Three police officers were killed and six others wounded during an ambush in Thailand’s insurgency-plagued deep south, witnesses said yesterday.
Shootings and explosions are a near daily occurrence in Thailand’s three southernmost provinces where more than 6,500 people - the majority civilians - have died since a rebellion against Thai rule re-ignited in 2004.
After months of relative calm that saw violence dip to a record low last year, there has been a palpable increase in attacks over the past few weeks.
The latest ambush occurred in Ra-Ngae district, Narathiwat province, with insurgents setting off a bomb as a police convoy passed by.
“Three police were killed and six police were injured from bomb fragments,” local investigator Police Captain Apichart Dolor said.
“Among the injured ones, four are seriously wounded”, he added.
An AFP photographer on the scene saw a white truck riddled with shrapnel smashed into a tree with the bodies of three policemen still inside.
The insurgents are seeking greater autonomy from majority-Buddhist Thailand, which annexed the culturally distinct region more than a century ago.
The rebels employ brutal tactics including shootings, beheadings and bombings, often targeting perceived civilian collaborators such as teachers and Buddhist monks.
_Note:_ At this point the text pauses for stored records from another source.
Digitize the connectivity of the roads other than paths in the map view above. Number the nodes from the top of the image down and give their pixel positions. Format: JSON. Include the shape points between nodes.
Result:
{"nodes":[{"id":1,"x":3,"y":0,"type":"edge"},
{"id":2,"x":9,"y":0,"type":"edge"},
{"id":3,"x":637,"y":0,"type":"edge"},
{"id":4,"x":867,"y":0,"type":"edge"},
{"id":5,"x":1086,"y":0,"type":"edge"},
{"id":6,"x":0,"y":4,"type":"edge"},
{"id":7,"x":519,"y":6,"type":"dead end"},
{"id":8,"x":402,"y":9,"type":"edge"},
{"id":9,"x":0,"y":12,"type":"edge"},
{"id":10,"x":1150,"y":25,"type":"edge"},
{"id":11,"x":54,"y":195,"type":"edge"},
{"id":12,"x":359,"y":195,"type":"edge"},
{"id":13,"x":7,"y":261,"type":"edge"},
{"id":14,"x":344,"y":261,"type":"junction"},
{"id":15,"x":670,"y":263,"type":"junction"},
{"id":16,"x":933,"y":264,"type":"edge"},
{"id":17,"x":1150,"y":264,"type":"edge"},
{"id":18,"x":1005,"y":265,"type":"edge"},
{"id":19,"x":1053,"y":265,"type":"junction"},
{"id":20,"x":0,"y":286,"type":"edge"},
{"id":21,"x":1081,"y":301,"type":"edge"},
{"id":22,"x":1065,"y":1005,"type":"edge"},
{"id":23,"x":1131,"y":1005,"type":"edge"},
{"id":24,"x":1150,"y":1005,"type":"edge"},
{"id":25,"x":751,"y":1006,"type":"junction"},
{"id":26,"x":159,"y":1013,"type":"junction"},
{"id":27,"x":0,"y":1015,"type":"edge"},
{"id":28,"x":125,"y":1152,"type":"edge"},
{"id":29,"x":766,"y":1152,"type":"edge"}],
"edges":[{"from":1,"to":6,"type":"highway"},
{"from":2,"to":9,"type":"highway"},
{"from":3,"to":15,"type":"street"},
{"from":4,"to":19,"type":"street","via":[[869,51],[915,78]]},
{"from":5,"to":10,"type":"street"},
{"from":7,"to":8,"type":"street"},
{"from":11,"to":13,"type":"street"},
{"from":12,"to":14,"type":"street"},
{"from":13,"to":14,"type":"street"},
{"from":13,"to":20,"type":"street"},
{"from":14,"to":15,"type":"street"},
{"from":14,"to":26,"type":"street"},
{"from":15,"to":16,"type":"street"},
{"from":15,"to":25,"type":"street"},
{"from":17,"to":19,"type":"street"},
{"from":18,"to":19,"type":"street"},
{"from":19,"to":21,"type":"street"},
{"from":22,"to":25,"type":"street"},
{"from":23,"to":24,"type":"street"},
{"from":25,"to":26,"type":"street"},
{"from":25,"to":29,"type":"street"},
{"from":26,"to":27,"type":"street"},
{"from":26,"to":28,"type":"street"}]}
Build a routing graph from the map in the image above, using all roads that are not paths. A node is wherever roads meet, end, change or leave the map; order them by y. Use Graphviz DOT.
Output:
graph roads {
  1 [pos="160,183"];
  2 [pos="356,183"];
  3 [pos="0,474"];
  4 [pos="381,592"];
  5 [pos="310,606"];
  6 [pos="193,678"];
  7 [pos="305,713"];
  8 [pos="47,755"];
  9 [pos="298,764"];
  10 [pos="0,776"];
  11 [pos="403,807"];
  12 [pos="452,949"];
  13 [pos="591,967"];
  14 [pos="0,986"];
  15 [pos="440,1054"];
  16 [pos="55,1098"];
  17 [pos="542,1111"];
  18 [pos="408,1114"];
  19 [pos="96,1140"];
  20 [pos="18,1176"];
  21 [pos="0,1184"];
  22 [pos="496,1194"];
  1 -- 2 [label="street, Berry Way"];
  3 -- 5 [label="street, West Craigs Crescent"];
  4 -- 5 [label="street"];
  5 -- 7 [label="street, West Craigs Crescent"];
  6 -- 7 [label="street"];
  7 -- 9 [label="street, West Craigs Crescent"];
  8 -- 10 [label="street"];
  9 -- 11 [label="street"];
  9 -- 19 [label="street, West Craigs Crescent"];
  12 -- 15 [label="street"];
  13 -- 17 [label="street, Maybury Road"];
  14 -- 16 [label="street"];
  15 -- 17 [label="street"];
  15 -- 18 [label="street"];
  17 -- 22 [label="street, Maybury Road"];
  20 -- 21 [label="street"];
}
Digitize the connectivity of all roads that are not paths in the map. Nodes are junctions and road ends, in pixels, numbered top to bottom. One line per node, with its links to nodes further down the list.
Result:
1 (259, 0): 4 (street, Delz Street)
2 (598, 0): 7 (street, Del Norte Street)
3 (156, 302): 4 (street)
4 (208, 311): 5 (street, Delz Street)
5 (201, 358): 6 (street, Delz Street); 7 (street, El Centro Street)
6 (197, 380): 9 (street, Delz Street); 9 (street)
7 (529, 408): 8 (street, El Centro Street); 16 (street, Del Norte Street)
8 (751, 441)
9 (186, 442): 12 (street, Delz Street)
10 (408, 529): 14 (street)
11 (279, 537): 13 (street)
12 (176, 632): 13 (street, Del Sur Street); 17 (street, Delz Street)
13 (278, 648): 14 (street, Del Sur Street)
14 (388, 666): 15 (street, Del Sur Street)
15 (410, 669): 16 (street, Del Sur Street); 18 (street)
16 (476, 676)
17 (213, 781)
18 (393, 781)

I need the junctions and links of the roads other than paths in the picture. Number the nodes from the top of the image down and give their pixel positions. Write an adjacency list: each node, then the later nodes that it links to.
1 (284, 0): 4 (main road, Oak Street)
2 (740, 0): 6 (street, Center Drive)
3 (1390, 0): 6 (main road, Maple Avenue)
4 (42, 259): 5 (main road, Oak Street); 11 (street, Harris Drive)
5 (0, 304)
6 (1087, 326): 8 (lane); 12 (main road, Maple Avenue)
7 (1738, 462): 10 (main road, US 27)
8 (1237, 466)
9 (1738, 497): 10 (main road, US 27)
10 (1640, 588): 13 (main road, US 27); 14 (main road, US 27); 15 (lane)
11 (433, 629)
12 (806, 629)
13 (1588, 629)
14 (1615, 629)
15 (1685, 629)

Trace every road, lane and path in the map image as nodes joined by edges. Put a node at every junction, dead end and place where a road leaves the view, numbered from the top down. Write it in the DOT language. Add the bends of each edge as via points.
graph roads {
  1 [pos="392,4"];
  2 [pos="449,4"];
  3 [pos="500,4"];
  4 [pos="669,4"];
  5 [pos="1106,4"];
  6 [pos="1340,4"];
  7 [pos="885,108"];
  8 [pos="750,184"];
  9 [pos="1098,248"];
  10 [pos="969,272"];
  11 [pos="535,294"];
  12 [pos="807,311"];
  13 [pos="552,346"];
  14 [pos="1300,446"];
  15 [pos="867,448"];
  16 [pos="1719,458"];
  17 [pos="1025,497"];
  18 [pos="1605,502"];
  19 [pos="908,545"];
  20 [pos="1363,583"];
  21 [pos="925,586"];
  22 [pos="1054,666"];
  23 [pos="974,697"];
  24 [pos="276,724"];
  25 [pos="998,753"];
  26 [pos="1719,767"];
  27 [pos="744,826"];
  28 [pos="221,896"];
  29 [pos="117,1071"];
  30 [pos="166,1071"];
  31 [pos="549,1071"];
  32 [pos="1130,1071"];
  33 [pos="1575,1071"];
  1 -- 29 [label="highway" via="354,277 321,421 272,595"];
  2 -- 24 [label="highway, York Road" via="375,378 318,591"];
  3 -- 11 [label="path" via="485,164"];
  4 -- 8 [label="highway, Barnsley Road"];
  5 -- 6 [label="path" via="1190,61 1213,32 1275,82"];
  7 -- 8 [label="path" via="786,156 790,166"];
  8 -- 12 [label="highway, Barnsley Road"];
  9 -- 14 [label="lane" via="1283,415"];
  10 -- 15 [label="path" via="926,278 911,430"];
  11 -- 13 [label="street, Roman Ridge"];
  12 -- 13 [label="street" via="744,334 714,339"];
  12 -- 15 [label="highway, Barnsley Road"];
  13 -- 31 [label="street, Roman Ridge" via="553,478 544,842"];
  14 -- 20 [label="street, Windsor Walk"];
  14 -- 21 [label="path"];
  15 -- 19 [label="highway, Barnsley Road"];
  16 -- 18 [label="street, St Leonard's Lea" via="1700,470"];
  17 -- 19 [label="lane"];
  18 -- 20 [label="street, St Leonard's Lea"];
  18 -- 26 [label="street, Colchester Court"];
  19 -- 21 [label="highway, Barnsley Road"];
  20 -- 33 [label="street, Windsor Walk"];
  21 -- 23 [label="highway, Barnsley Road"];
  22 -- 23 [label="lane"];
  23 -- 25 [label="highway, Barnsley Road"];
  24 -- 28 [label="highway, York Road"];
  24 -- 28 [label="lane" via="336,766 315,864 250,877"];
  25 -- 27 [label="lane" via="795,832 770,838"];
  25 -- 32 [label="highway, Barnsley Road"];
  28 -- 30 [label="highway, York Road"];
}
Earlier this month insurgents briefly seized a hospital and used it to launch an attack on nearby troops during a night of multiple coordinated assaults.
The move sparked condemnation from the UN and a vow by Thailand’s junta to ramp up security in the region. The Thai military also stands accused of routinely abusing human rights including torture and extra-judicial killings. The junta’s vow to hold peace talks has borne little fruit.